(WHAT YOU ARE ASKED TO DO): Search the records for the word "joined". Copy every line where it appears.

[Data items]
· · · ·
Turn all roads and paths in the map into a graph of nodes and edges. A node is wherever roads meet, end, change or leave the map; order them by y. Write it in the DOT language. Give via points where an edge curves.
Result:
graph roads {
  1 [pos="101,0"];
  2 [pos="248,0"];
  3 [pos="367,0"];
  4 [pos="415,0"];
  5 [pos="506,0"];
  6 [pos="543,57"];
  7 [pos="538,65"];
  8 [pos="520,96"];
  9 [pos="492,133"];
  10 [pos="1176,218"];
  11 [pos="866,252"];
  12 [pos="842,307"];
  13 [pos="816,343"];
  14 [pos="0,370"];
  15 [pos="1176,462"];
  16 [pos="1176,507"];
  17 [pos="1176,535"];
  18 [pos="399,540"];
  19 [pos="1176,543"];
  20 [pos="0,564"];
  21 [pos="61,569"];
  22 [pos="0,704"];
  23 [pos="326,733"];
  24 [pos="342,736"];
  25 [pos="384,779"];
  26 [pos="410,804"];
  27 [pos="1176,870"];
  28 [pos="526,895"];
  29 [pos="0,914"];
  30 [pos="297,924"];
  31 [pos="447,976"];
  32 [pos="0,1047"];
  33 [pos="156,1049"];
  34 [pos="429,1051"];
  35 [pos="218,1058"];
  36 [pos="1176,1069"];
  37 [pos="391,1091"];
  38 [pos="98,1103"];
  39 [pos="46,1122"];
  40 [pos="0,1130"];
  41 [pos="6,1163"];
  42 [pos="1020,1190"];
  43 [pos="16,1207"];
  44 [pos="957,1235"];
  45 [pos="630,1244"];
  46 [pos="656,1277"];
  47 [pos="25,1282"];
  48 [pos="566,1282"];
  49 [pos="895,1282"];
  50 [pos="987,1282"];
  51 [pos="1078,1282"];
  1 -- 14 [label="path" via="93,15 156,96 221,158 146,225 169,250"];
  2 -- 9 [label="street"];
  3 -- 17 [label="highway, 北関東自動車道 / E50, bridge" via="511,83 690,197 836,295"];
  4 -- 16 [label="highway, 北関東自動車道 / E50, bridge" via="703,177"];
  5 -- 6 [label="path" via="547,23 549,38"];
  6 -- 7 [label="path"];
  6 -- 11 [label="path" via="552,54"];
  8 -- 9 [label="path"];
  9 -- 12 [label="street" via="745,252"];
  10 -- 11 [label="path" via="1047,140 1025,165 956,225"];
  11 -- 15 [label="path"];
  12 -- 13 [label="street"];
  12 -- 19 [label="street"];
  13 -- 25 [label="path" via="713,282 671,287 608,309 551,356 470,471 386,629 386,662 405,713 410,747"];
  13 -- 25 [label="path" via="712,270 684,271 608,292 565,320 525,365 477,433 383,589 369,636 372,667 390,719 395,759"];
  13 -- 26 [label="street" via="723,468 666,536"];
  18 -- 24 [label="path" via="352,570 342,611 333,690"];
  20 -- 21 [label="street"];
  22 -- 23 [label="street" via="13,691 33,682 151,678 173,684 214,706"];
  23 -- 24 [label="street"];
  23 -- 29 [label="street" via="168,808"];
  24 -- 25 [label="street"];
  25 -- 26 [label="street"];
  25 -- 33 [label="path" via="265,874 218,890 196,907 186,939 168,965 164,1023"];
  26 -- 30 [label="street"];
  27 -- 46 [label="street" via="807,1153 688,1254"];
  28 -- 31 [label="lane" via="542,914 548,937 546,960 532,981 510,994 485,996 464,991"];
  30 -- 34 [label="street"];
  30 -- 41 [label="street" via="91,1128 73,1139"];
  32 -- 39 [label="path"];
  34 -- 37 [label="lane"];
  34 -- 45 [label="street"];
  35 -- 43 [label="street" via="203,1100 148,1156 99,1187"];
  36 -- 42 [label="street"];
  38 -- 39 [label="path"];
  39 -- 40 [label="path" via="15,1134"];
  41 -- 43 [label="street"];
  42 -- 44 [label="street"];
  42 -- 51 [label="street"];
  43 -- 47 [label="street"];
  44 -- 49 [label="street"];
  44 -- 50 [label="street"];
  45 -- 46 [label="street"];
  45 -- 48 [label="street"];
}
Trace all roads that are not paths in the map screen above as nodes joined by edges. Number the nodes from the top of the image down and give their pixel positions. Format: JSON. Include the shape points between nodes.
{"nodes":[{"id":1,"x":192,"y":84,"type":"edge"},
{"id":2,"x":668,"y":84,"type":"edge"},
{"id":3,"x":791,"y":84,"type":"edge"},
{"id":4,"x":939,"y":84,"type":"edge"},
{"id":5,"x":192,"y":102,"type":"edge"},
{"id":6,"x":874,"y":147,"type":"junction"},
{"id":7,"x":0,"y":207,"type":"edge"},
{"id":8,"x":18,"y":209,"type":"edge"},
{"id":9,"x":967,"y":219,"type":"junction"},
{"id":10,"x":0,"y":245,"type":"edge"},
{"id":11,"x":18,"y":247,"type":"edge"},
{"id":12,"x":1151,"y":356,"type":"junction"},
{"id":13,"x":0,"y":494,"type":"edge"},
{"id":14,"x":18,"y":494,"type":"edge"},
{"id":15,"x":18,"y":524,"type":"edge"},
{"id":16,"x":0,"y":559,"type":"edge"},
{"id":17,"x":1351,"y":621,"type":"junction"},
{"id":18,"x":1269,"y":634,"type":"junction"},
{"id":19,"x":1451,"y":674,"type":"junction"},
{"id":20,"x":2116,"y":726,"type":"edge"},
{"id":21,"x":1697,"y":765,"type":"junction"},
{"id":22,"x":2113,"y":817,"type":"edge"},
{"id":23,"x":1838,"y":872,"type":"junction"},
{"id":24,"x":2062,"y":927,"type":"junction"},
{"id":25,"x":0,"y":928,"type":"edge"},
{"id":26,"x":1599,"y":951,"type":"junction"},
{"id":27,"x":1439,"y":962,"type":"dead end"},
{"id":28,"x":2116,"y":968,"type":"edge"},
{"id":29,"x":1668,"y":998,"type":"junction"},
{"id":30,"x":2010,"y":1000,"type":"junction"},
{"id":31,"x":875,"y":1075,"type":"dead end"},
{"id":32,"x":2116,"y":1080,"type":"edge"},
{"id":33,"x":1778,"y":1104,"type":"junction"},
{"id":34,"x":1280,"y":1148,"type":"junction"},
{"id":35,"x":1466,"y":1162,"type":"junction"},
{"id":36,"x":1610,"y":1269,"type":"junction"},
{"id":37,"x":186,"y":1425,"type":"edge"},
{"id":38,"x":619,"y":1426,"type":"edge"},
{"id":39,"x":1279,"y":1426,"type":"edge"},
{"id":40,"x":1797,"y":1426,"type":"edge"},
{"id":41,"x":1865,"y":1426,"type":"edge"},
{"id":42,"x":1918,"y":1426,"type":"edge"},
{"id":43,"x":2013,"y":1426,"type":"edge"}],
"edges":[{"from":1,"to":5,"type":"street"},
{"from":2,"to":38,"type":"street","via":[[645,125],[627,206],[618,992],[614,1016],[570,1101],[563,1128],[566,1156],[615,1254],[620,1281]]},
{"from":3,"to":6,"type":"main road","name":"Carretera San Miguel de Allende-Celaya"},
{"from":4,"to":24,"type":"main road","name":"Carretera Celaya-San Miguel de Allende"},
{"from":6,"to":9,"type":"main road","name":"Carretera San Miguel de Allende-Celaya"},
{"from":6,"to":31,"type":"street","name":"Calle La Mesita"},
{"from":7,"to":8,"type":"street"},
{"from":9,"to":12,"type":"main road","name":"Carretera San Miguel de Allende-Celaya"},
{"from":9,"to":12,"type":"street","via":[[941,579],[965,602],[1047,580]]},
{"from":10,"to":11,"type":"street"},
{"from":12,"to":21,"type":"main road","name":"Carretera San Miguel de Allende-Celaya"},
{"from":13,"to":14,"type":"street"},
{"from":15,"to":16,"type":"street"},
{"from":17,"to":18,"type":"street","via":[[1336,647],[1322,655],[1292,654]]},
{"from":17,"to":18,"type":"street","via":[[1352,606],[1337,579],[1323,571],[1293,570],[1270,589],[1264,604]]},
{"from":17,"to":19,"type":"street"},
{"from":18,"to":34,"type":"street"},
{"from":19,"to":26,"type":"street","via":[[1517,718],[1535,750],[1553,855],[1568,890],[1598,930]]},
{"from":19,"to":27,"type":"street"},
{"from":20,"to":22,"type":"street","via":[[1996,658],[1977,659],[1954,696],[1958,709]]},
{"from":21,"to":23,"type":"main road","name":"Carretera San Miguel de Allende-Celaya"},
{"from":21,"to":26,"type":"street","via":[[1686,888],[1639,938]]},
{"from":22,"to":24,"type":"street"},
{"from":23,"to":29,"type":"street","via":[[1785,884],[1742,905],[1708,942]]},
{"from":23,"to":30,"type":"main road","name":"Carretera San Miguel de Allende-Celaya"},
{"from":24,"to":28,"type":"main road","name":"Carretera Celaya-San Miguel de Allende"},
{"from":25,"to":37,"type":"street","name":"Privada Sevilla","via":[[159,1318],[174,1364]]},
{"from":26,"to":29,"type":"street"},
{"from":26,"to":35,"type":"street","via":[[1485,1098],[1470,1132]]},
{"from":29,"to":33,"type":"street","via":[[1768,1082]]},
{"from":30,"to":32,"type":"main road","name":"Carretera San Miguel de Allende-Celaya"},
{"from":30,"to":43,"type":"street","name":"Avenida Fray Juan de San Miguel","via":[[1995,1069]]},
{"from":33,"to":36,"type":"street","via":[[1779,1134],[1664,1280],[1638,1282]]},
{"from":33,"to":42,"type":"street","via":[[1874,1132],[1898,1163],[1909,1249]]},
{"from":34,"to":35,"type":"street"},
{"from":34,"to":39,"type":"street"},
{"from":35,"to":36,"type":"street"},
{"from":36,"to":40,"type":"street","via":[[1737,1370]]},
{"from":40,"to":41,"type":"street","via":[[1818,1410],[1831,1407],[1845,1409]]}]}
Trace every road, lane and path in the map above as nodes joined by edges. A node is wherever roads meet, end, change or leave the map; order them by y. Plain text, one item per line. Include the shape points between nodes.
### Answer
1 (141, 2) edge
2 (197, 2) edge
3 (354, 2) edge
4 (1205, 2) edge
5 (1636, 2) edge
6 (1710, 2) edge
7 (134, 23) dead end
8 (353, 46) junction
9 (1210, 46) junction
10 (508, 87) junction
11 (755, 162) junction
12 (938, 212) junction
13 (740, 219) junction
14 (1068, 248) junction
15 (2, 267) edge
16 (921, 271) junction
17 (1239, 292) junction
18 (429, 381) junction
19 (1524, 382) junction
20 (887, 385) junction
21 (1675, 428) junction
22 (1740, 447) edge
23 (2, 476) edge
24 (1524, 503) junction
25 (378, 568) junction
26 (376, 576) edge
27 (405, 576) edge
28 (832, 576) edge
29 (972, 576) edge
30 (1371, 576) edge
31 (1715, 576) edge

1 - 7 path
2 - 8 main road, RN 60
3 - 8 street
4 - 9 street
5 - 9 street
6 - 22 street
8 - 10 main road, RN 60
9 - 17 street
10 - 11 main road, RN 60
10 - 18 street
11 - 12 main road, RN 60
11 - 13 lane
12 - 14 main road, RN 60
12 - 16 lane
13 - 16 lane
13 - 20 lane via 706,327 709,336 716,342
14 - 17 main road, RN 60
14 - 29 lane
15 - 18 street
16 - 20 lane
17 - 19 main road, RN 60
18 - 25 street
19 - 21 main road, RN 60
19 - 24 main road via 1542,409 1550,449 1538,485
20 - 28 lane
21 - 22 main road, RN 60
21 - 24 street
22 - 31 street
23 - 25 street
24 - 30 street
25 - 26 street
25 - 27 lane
· · · ·
(WRITTEN ANSWER):
Trace all roads that are not paths in the map screen above as nodes joined by edges. Number the nodes from the top of the image down and give their pixel positions. Format: JSON. Include the shape points between nodes.
Trace every road, lane and path in the map above as nodes joined by edges. A node is wherever roads meet, end, change or leave the map; order them by y. Plain text, one item per line. Include the shape points between nodes.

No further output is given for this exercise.